**GIVEN INFORMATION**
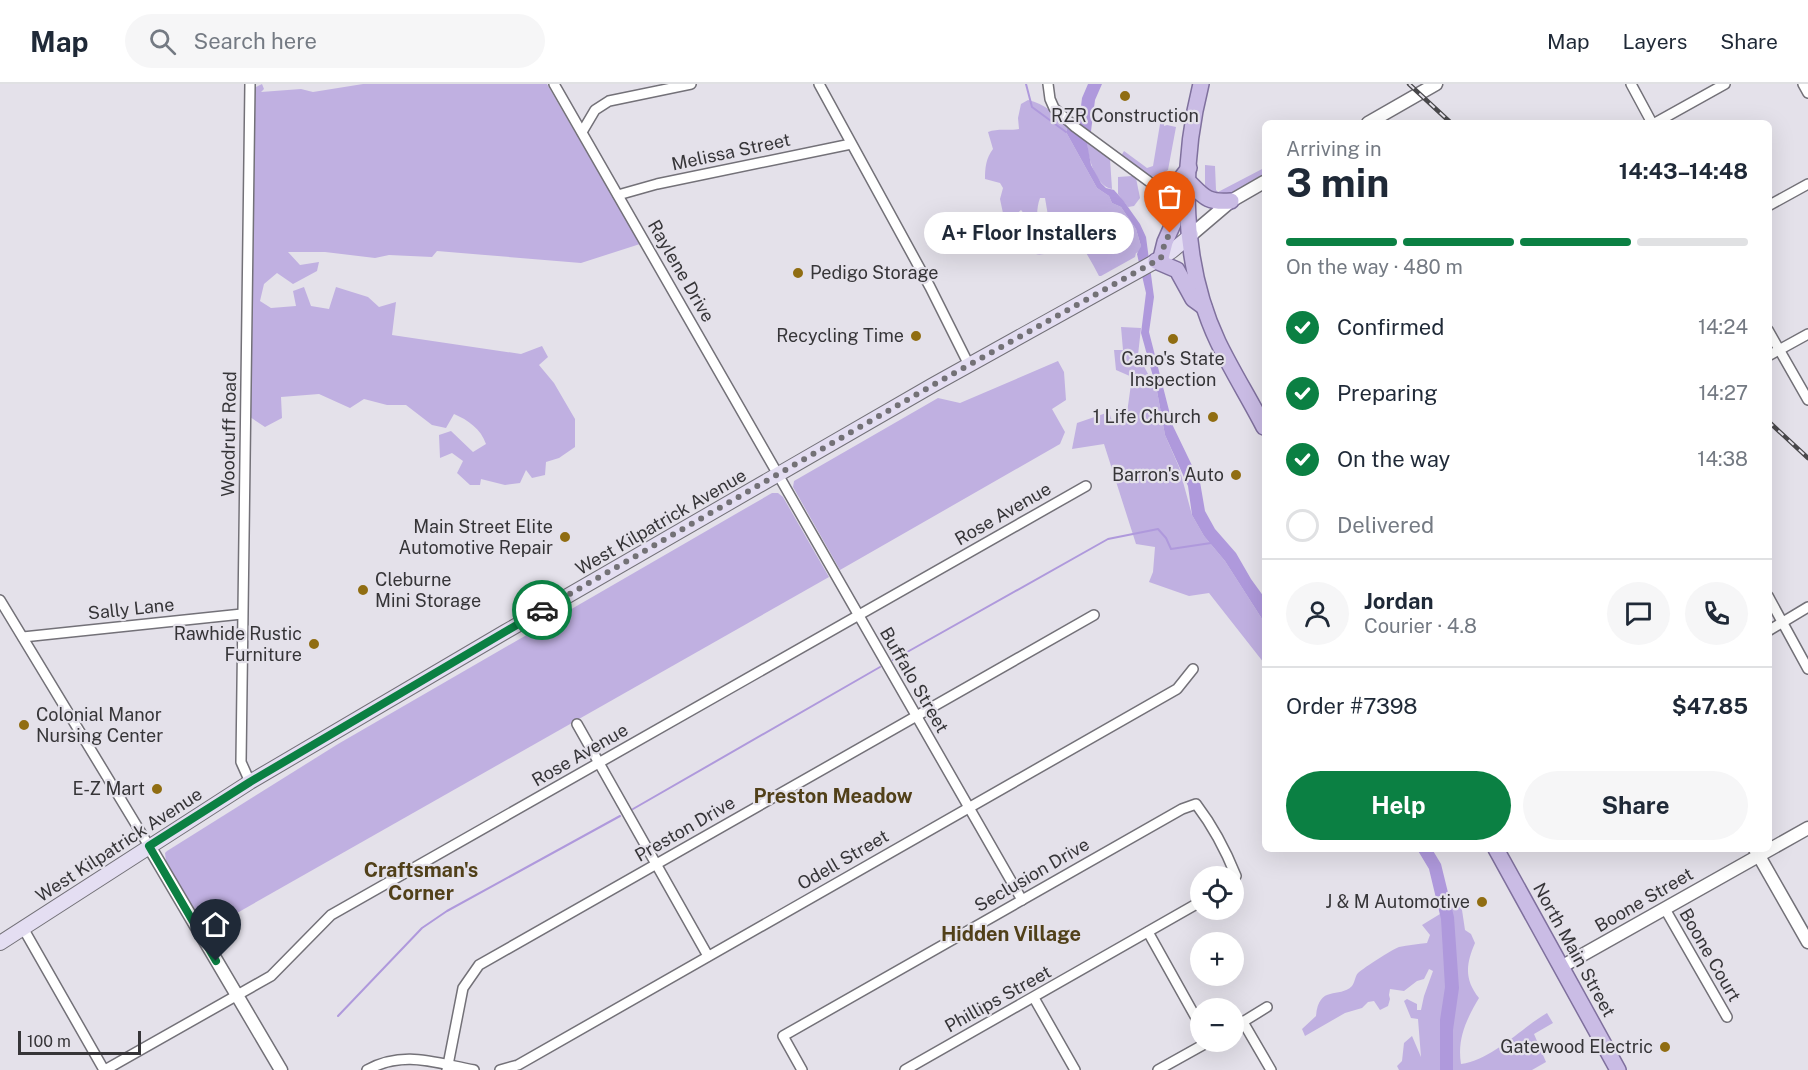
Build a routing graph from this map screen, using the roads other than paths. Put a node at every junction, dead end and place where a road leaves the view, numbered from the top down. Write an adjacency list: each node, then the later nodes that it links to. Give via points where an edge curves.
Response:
1 (250, 84): 39 (street, Woodruff Road)
2 (554, 84): 15 (street, Raylene Drive)
3 (691, 84): 15 (street, via 609,101 595,110)
4 (819, 84): 16 (street)
5 (1048, 84): 21 (street, via 1054,108)
6 (1201, 84): 17 (main road)
7 (1436, 84): 12 (street)
8 (1631, 84): 13 (street)
9 (1725, 84): 14 (street)
10 (1803, 84): 11 (street)
11 (1808, 93)
12 (1373, 120)
13 (1652, 120)
14 (1659, 120)
15 (582, 132): 20 (street, Raylene Drive)
16 (851, 144): 20 (street, Melissa Street); 31 (street)
17 (1188, 174): 21 (main road, via 1175,186); 22 (main road, via 1208,200); 24 (main road)
18 (1262, 183): 22 (street)
19 (1808, 184): 23 (street)
20 (618, 195): 34 (street, Raylene Drive)
21 (1174, 200): 25 (main road, via 1173,224)
22 (1231, 201): 24 (street)
23 (1772, 204)
24 (1191, 234): 25 (main road, West Kilpatrick Avenue); 26 (main road, via 1195,271)
25 (1159, 260): 26 (main road, via 1177,270 1193,299); 31 (main road, West Kilpatrick Avenue)
26 (1205, 307): 33 (main road, via 1218,342)
27 (1808, 334): 29 (street)
28 (1772, 337): 29 (street)
29 (1779, 350): 30 (street); 32 (street)
30 (1772, 354)
31 (969, 365): 34 (main road, West Kilpatrick Avenue)
32 (1808, 400)
33 (1262, 423)
34 (779, 475): 40 (street, Buffalo Street); 50 (main road, West Kilpatrick Avenue)
35 (1086, 486): 40 (street, Rose Avenue)
36 (0, 600): 44 (street)
37 (1772, 603): 42 (street)
38 (1808, 607): 42 (street)
39 (242, 614): 44 (street, Sally Lane); 50 (street, Woodruff Road, via 241,762)
40 (859, 615): 47 (street, Buffalo Street); 49 (street, Rose Avenue)
41 (1094, 615): 47 (street, Preston Drive)
42 (1782, 622): 43 (street); 46 (street)
43 (1772, 629)
44 (22, 637): 54 (street)
45 (1193, 669): 51 (street, Odell Street, via 1177,689)
46 (1808, 669)
47 (916, 715): 51 (street, Buffalo Street); 57 (street, Preston Drive)
48 (576, 724): 49 (street)
49 (599, 763): 57 (street); 68 (street, Rose Avenue, via 331,915 276,972)
50 (250, 782): 54 (main road, West Kilpatrick Avenue)
51 (968, 808): 59 (street, Buffalo Street); 66 (street, Odell Street)
52 (1808, 828): 53 (street, Boone Street)
53 (1772, 845)
54 (149, 846): 62 (main road, West Kilpatrick Avenue); 68 (street)
55 (1498, 852): 67 (main road, North Main Street)
56 (1757, 852): 61 (street, Boone Street); 64 (street)
57 (656, 864): 66 (street); 76 (street, Preston Drive, via 478,965 463,988)
58 (1231, 866): 59 (street, Seclusion Drive, via 1196,804)
59 (1022, 900): 82 (street, Seclusion Drive, via 783,1035)
60 (1190, 908): 63 (street, Phillips Street)
61 (1665, 909): 67 (street, Boone Street); 72 (street, Boone Court)
62 (23, 928): 65 (main road, West Kilpatrick Avenue); 77 (street)
63 (1148, 932): 69 (street, Phillips Street); 71 (street)
64 (1808, 942)
65 (0, 943)
66 (708, 956): 81 (street, Odell Street, via 518,1065)
67 (1562, 967): 87 (main road, North Main Street)
68 (237, 996): 77 (street, Rose Avenue); 78 (street)
69 (1034, 998): 83 (street, Phillips Street); 84 (street)
70 (1267, 1007): 73 (street)
71 (1190, 1008)
72 (1727, 1017)
73 (1244, 1021)
74 (1244, 1024): 86 (street)
75 (1190, 1052): 85 (street)
76 (448, 1067): 79 (street, via 411,1058 381,1062); 80 (street)
77 (105, 1070)
78 (281, 1070)
79 (367, 1070)
80 (474, 1070)
81 (500, 1070)
82 (802, 1070)
83 (905, 1070)
84 (1075, 1070)
85 (1158, 1070)
86 (1271, 1070)
87 (1618, 1070)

**REQUIRED WORK**
Retype the whole listing, keeping every line identical and omitting all pictures.

**ANSWER FOR THE TASK**
Build a routing graph from this map screen, using the roads other than paths. Put a node at every junction, dead end and place where a road leaves the view, numbered from the top down. Write an adjacency list: each node, then the later nodes that it links to. Give via points where an edge curves.
Response:
1 (250, 84): 39 (street, Woodruff Road)
2 (554, 84): 15 (street, Raylene Drive)
3 (691, 84): 15 (street, via 609,101 595,110)
4 (819, 84): 16 (street)
5 (1048, 84): 21 (street, via 1054,108)
6 (1201, 84): 17 (main road)
7 (1436, 84): 12 (street)
8 (1631, 84): 13 (street)
9 (1725, 84): 14 (street)
10 (1803, 84): 11 (street)
11 (1808, 93)
12 (1373, 120)
13 (1652, 120)
14 (1659, 120)
15 (582, 132): 20 (street, Raylene Drive)
16 (851, 144): 20 (street, Melissa Street); 31 (street)
17 (1188, 174): 21 (main road, via 1175,186); 22 (main road, via 1208,200); 24 (main road)
18 (1262, 183): 22 (street)
19 (1808, 184): 23 (street)
20 (618, 195): 34 (street, Raylene Drive)
21 (1174, 200): 25 (main road, via 1173,224)
22 (1231, 201): 24 (street)
23 (1772, 204)
24 (1191, 234): 25 (main road, West Kilpatrick Avenue); 26 (main road, via 1195,271)
25 (1159, 260): 26 (main road, via 1177,270 1193,299); 31 (main road, West Kilpatrick Avenue)
26 (1205, 307): 33 (main road, via 1218,342)
27 (1808, 334): 29 (street)
28 (1772, 337): 29 (street)
29 (1779, 350): 30 (street); 32 (street)
30 (1772, 354)
31 (969, 365): 34 (main road, West Kilpatrick Avenue)
32 (1808, 400)
33 (1262, 423)
34 (779, 475): 40 (street, Buffalo Street); 50 (main road, West Kilpatrick Avenue)
35 (1086, 486): 40 (street, Rose Avenue)
36 (0, 600): 44 (street)
37 (1772, 603): 42 (street)
38 (1808, 607): 42 (street)
39 (242, 614): 44 (street, Sally Lane); 50 (street, Woodruff Road, via 241,762)
40 (859, 615): 47 (street, Buffalo Street); 49 (street, Rose Avenue)
41 (1094, 615): 47 (street, Preston Drive)
42 (1782, 622): 43 (street); 46 (street)
43 (1772, 629)
44 (22, 637): 54 (street)
45 (1193, 669): 51 (street, Odell Street, via 1177,689)
46 (1808, 669)
47 (916, 715): 51 (street, Buffalo Street); 57 (street, Preston Drive)
48 (576, 724): 49 (street)
49 (599, 763): 57 (street); 68 (street, Rose Avenue, via 331,915 276,972)
50 (250, 782): 54 (main road, West Kilpatrick Avenue)
51 (968, 808): 59 (street, Buffalo Street); 66 (street, Odell Street)
52 (1808, 828): 53 (street, Boone Street)
53 (1772, 845)
54 (149, 846): 62 (main road, West Kilpatrick Avenue); 68 (street)
55 (1498, 852): 67 (main road, North Main Street)
56 (1757, 852): 61 (street, Boone Street); 64 (street)
57 (656, 864): 66 (street); 76 (street, Preston Drive, via 478,965 463,988)
58 (1231, 866): 59 (street, Seclusion Drive, via 1196,804)
59 (1022, 900): 82 (street, Seclusion Drive, via 783,1035)
60 (1190, 908): 63 (street, Phillips Street)
61 (1665, 909): 67 (street, Boone Street); 72 (street, Boone Court)
62 (23, 928): 65 (main road, West Kilpatrick Avenue); 77 (street)
63 (1148, 932): 69 (street, Phillips Street); 71 (street)
64 (1808, 942)
65 (0, 943)
66 (708, 956): 81 (street, Odell Street, via 518,1065)
67 (1562, 967): 87 (main road, North Main Street)
68 (237, 996): 77 (street, Rose Avenue); 78 (street)
69 (1034, 998): 83 (street, Phillips Street); 84 (street)
70 (1267, 1007): 73 (street)
71 (1190, 1008)
72 (1727, 1017)
73 (1244, 1021)
74 (1244, 1024): 86 (street)
75 (1190, 1052): 85 (street)
76 (448, 1067): 79 (street, via 411,1058 381,1062); 80 (street)
77 (105, 1070)
78 (281, 1070)
79 (367, 1070)
80 (474, 1070)
81 (500, 1070)
82 (802, 1070)
83 (905, 1070)
84 (1075, 1070)
85 (1158, 1070)
86 (1271, 1070)
87 (1618, 1070)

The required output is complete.